Financial abuse can be debilitating and can take many forms

  • limited access to finances

  • being taken advantage of financially

  • being made liable for a spouse’s burdensome debt

  • or being hindered from having your own income

A question from a reader stems from a situation of financial abuse.

Question:

My husband has had an addiction for 20 years. He’s been to detox, treatments . . . nothing works. He’s spent the 401k, even while making a large annual salary. He stopped paying his share of the bills, but my name is on two of the loans he once paid.

One of the church elders says I shouldn’t divorce but just do a legal separation. I know God hates divorce; I also know he doesn’t approve of my husband’s choices. I really am stuck financially (if I didn’t have to pay the loans on which my name appears to protect my credit rating, I could move out).

Yours is the first post I’ve encountered that presents Biblical truths that perhaps are applicable. I would like to see him saved. I’ve asked him to leave many times.

I do go to church, participate in a Bible Study, and do additional Bible reading & journaling. Were there any Biblical examples of women leaving abusive situations?

Answer:

You’ve been sticking it out for a long time, hoping for change. I’m so sorry it hasn’t come yet.

The financial and emotional abuse you are enduring is debilitating. As you said, if you didn’t have to pay the bills just to keep your head above water, you’d be able to move out. But supporting his addiction is expensive and making you unable to care for your safety, sanity, and security (all things that God cares about, by the way!).

The advice of your elder to get a legal separation may be a good first step.

Legal separations are typically quicker to obtain than a divorce and will separate you from him financially, giving you a chance to recover from the financial strain you are under and making it more feasible for you to move out – an important step toward healing (not only for you, but possibly for your husband as well – but don’t hold your breath). Additionally, it will give you some time to regain your bearings and prayerfully consider your next steps.

You said that God hates divorce, but the Bible doesn’t say that. That idea is garnered from Malachi 2: 16 where it says that “the man who hates and divorces his wife does violence to the one he should protect” (NIV). The context here is not that God hates divorce but that hatred and sending a spouse away (in the tone of “dismissively discarding” someone) are acts of violence toward a spouse. Those are things that God hates. And, in fact, divorce is never in any of the lists of things that God hates or behaviors that are sinful. [You may be interested in reading my article on what the Bible says about divorce.]

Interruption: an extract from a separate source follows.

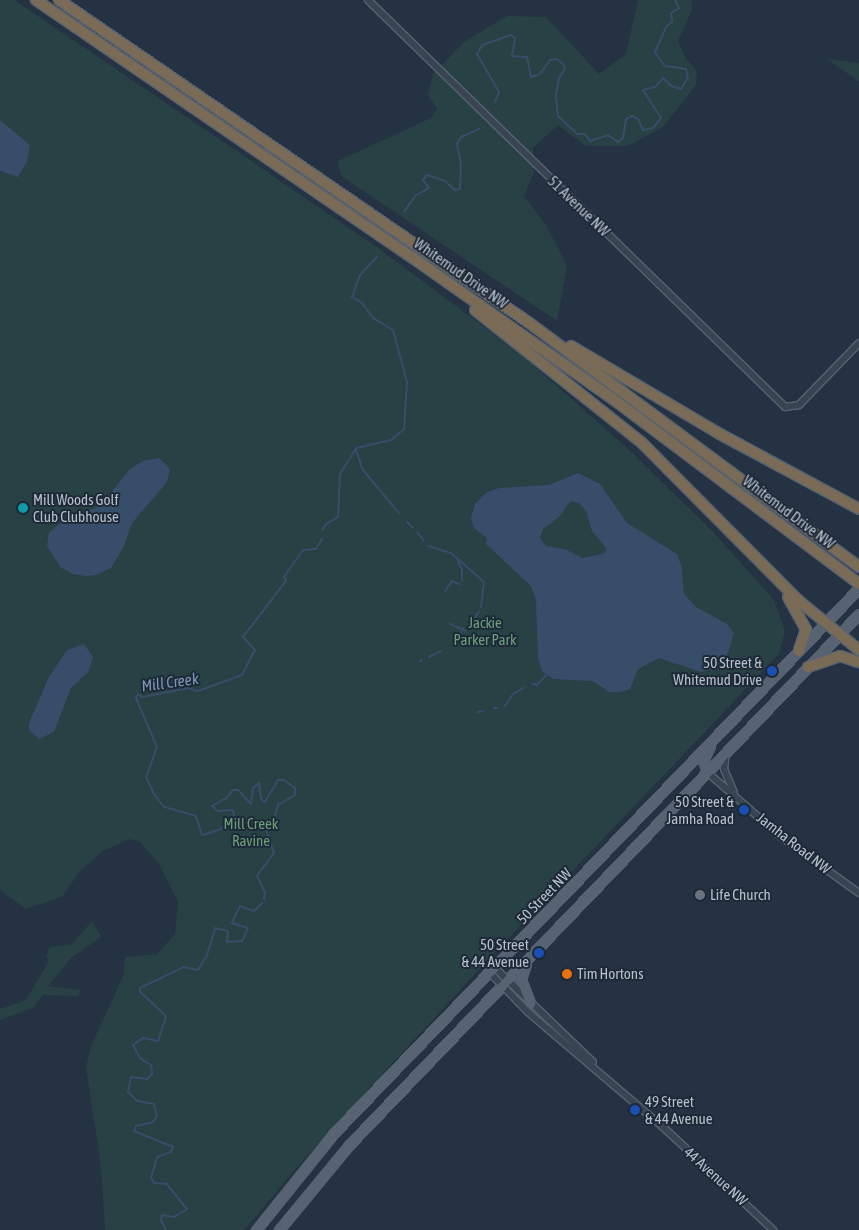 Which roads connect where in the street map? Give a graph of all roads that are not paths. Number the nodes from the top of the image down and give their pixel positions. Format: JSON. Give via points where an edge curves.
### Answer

You have loved him well, and you don’t have to keep sacrificing yourself on the altar of marriage.

God loves and cares about YOU more than he cares about marriage. He died for YOU, not for marriage. YOU are loved by God, and as a good Father, he does not want you to be harmed. If you can escape harm, you should.

How do we know that’s true? Every time I wonder if a behavior is OK, I go to my Master (God, of course) and ask what HE does in a similar situation. The Bible says that it is good for a student to be like his (or her) master. So let’s ask . . . does Jesus escape harm? He sure does. [You can read about that here]

But you asked if there are any Biblical examples of women leaving abusive situations.

My favorite example of a Bible wife who does right when her abusive husband does wrong is Abigail, the wife of Nabal. You can read my article about her here.

Other examples are Hagar fleeing from Sarah’s abuse (and Abraham’s, since he failed to protect Hagar) in Genesis 16, and Vashti, the queen married to King Xerxes in the book of Esther, refusing to be used as entertainment.

We also see plenty of times in the Bible that God punished men for being abusive to women who could not protect themselves and had no recourse: Bathsheba (abused by David) and Tamar (abused by Ammon) being obvious examples of women whom God avenged.

Possibly the clearest allowance for women to separate from their husbands is found in 1 Corinthians 7: 11 when Paul addresses the possibility that a woman may have to separate from her husband, saying “if she does [separate] . . .” Paul is acknowledging that sometimes it may be necessary.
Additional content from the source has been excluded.